If you can’t find flank steak, skirt steak is a solid substitute. It has a similar texture and flavor profile. Just make sure to slice it against the grain after grilling to keep it tender. Other cuts like sirloin or ribeye work too but might be a bit pricier. Trust me, though — flank is ideal! And don’t forget to let it rest before slicing; it makes a big difference.
Can I make this dish ahead of time?
You can prep the marinade and even marinate the steak in advance, which saves time later! Just keep it in the fridge for no more than 4 hours (you don’t want mushy meat). As for toppings, chop those fresh just before serving — cilantro especially wilts fast and loses its zing! So plan accordingly if you want everything fresh when it’s time to eat.
Why did my Grilled Carne Asada turn out dry?

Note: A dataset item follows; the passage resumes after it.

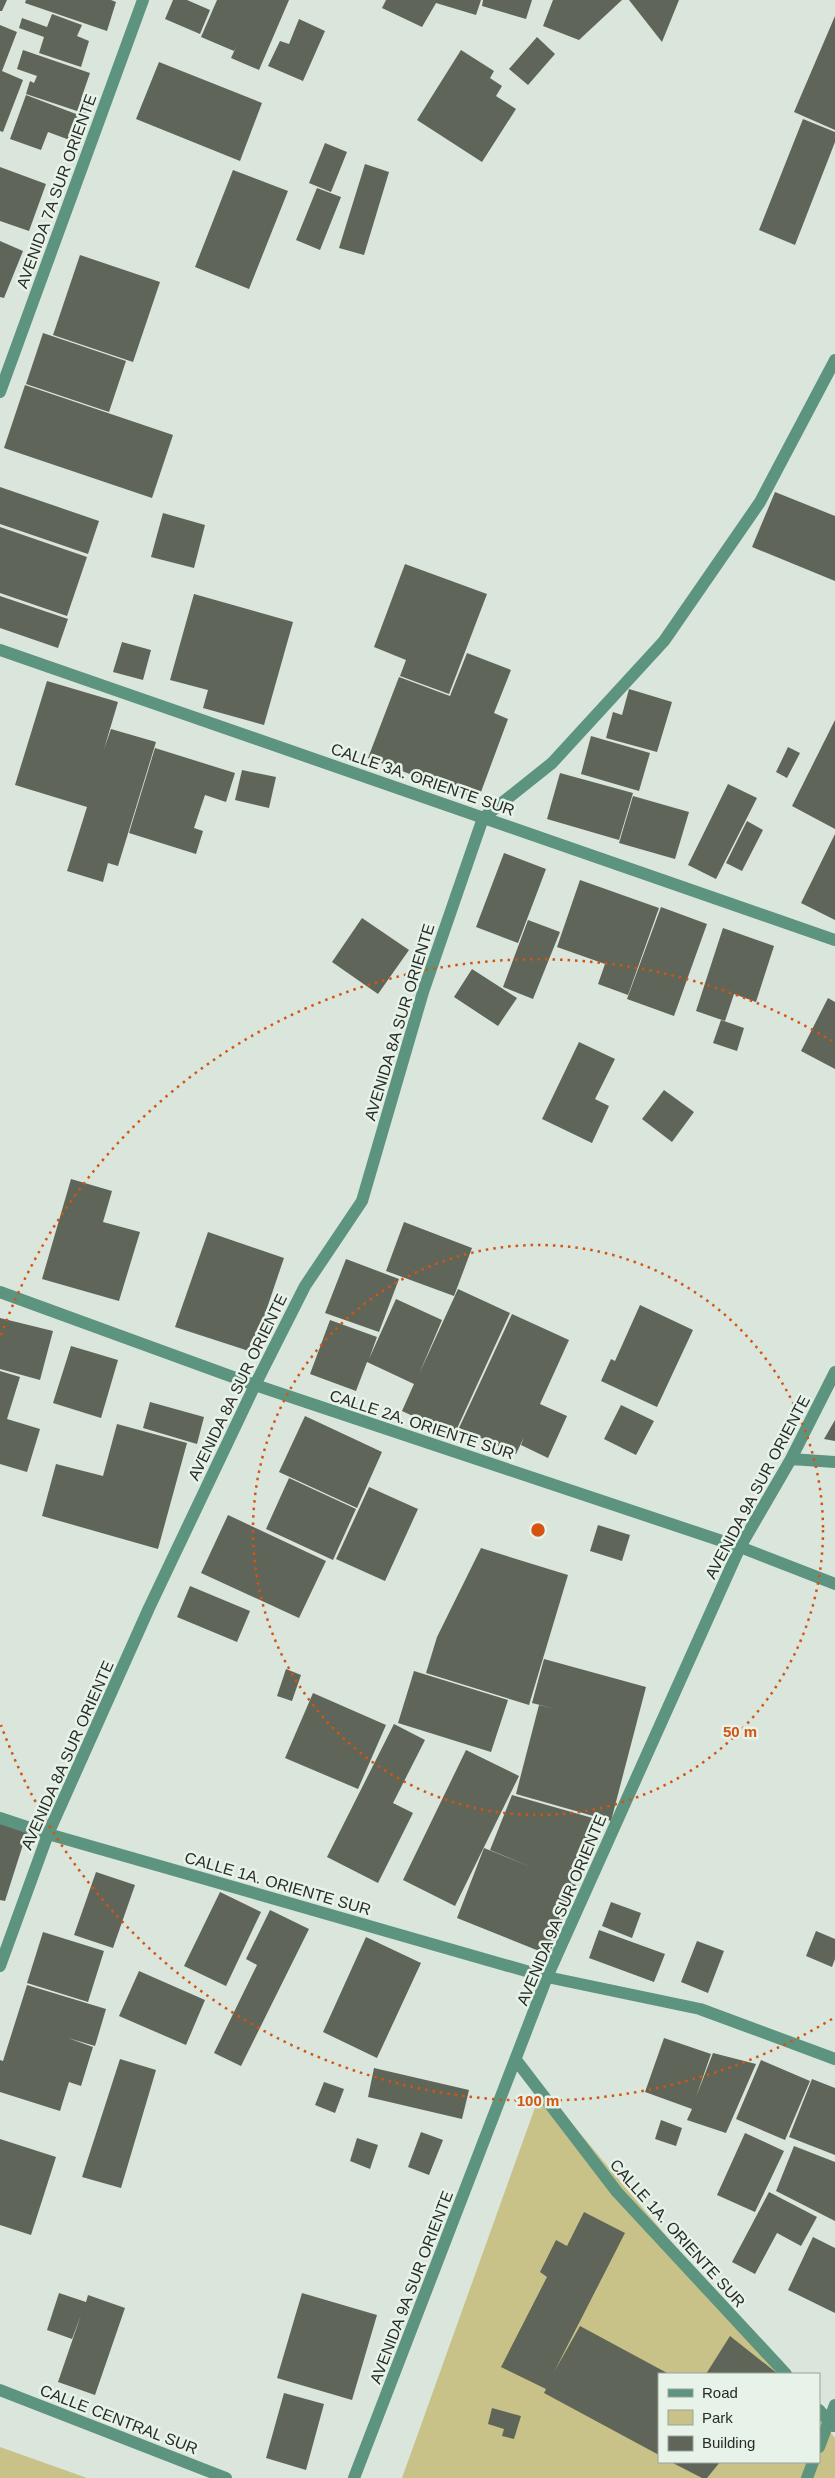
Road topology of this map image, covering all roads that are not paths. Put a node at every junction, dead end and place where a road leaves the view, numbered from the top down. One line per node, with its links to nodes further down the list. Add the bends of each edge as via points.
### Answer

If your carne asada came out dry, chances are it overcooked on the grill. Aim for about 6-7 minutes per side for medium-rare; you’ll hear that satisfying sizzle when it’s ready to flip. And always let it rest before slicing — this helps retain those juices! If you’re not sure on doneness, use an instant-read thermometer: around 130°F gives you that nice medium-rare vibe.
Final Thoughts on Grilled Carne Asada
Grilled Carne Asada is all about the flavor payoff from that marinade. Seriously, letting the flank steak soak up those spices and lime juice makes every bite juicy and packed with zing. If you’ve been thinking about firing up the grill, tonight’s the night. You’ll be amazed at how something so simple can taste so good. And don’t forget to let me know how yours turned out in the comments — I love hearing what everyone adds to make it their own!

Grilled Carne Asada
Ingredients
Method
- In a bowl, whisk together olive oil, lime juice, garlic, cumin, chili powder, salt, and black pepper.
- Place the flank steak in a large resealable bag and pour the marinade over it. Seal the bag and refrigerate for at least 30 minutes, or up to 4 hours.
- Preheat the grill to medium-high heat.
- Remove the steak from the marinade and discard the marinade.
- Grill the steak for about 6-7 minutes on each side for medium-rare, or until your desired doneness is reached.
- While the steak is grilling, prepare the toppings by chopping cilantro, dicing onion, and tomatoes.
- Warm the corn tortillas on the grill for about 1-2 minutes until they are pliable.
- Remove the steak from the grill and let it rest for 5 minutes before slicing against the grain.
- Serve the sliced carne asada with warm tortillas and your choice of toppings.